Instructions for the task: Write each line below back out exactly, omitting its pictures.

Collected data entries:
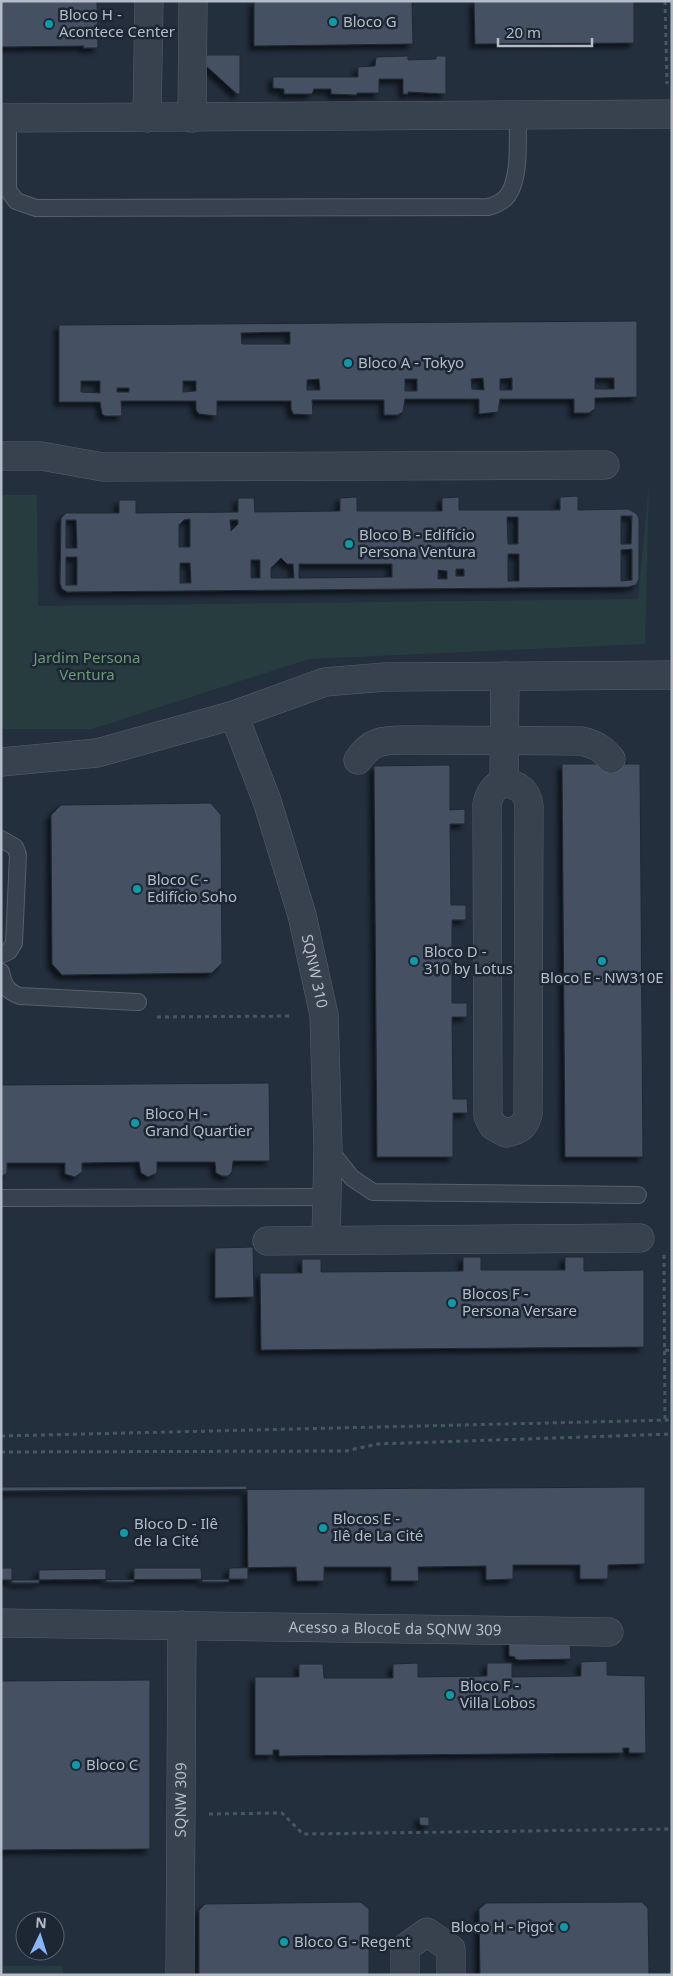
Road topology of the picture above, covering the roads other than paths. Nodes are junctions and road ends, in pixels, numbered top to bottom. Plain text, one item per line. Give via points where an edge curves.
1 (149, 1) edge
2 (193, 1) edge
3 (670, 114) edge
4 (518, 116) junction
5 (5, 118) edge
6 (147, 118) junction
7 (192, 118) junction
8 (1, 456) edge
9 (605, 465) dead end
10 (672, 675) edge
11 (505, 676) junction
12 (234, 715) junction
13 (505, 740) junction
14 (358, 760) dead end
15 (611, 760) dead end
16 (1, 762) edge
17 (504, 782) junction
18 (1, 839) edge
19 (1, 955) edge
20 (1, 972) edge
21 (138, 1002) dead end
22 (328, 1148) junction
23 (638, 1195) dead end
24 (327, 1197) junction
25 (1, 1198) edge
26 (326, 1240) junction
27 (267, 1241) dead end
28 (652, 1243) road end
29 (1, 1623) edge
30 (182, 1625) junction
31 (609, 1632) dead end
32 (180, 1975) edge
33 (405, 1975) edge
34 (452, 1975) edge

1 - 6 street
2 - 7 street
3 - 4 street
4 - 5 lane via 516,178 508,195 499,204 488,207 36,208 16,201 8,190
4 - 7 street
5 - 6 street
6 - 7 street
8 - 9 street via 41,456 103,467
10 - 11 street
11 - 12 street via 385,677 325,682
11 - 13 street
12 - 16 street via 97,753
12 - 22 street, SQNW 310 via 267,801 302,915 324,1015
13 - 14 street via 388,740 374,744
13 - 15 street via 595,744
13 - 17 street
17 - 17 street via 496,786 487,804 488,1116 493,1126 506,1133 518,1130 526,1123 528,1114 529,806 525,792
18 - 19 lane via 16,847 18,855 14,944
20 - 21 lane via 4,987 20,996
22 - 23 lane via 352,1178 373,1192
22 - 24 street, SQNW 310
24 - 25 lane
24 - 26 street, SQNW 310
26 - 27 street
26 - 28 street
29 - 30 street, Acesso a BlocoE da SQNW 309
30 - 31 street, Acesso a BlocoE da SQNW 309
30 - 32 street, SQNW 309
33 - 34 street via 405,1948 428,1932 451,1949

Written response:
Road topology of the picture above, covering the roads other than paths. Nodes are junctions and road ends, in pixels, numbered top to bottom. Plain text, one item per line. Give via points where an edge curves.
1 (149, 1) edge
2 (193, 1) edge
3 (670, 114) edge
4 (518, 116) junction
5 (5, 118) edge
6 (147, 118) junction
7 (192, 118) junction
8 (1, 456) edge
9 (605, 465) dead end
10 (672, 675) edge
11 (505, 676) junction
12 (234, 715) junction
13 (505, 740) junction
14 (358, 760) dead end
15 (611, 760) dead end
16 (1, 762) edge
17 (504, 782) junction
18 (1, 839) edge
19 (1, 955) edge
20 (1, 972) edge
21 (138, 1002) dead end
22 (328, 1148) junction
23 (638, 1195) dead end
24 (327, 1197) junction
25 (1, 1198) edge
26 (326, 1240) junction
27 (267, 1241) dead end
28 (652, 1243) road end
29 (1, 1623) edge
30 (182, 1625) junction
31 (609, 1632) dead end
32 (180, 1975) edge
33 (405, 1975) edge
34 (452, 1975) edge

1 - 6 street
2 - 7 street
3 - 4 street
4 - 5 lane via 516,178 508,195 499,204 488,207 36,208 16,201 8,190
4 - 7 street
5 - 6 street
6 - 7 street
8 - 9 street via 41,456 103,467
10 - 11 street
11 - 12 street via 385,677 325,682
11 - 13 street
12 - 16 street via 97,753
12 - 22 street, SQNW 310 via 267,801 302,915 324,1015
13 - 14 street via 388,740 374,744
13 - 15 street via 595,744
13 - 17 street
17 - 17 street via 496,786 487,804 488,1116 493,1126 506,1133 518,1130 526,1123 528,1114 529,806 525,792
18 - 19 lane via 16,847 18,855 14,944
20 - 21 lane via 4,987 20,996
22 - 23 lane via 352,1178 373,1192
22 - 24 street, SQNW 310
24 - 25 lane
24 - 26 street, SQNW 310
26 - 27 street
26 - 28 street
29 - 30 street, Acesso a BlocoE da SQNW 309
30 - 31 street, Acesso a BlocoE da SQNW 309
30 - 32 street, SQNW 309
33 - 34 street via 405,1948 428,1932 451,1949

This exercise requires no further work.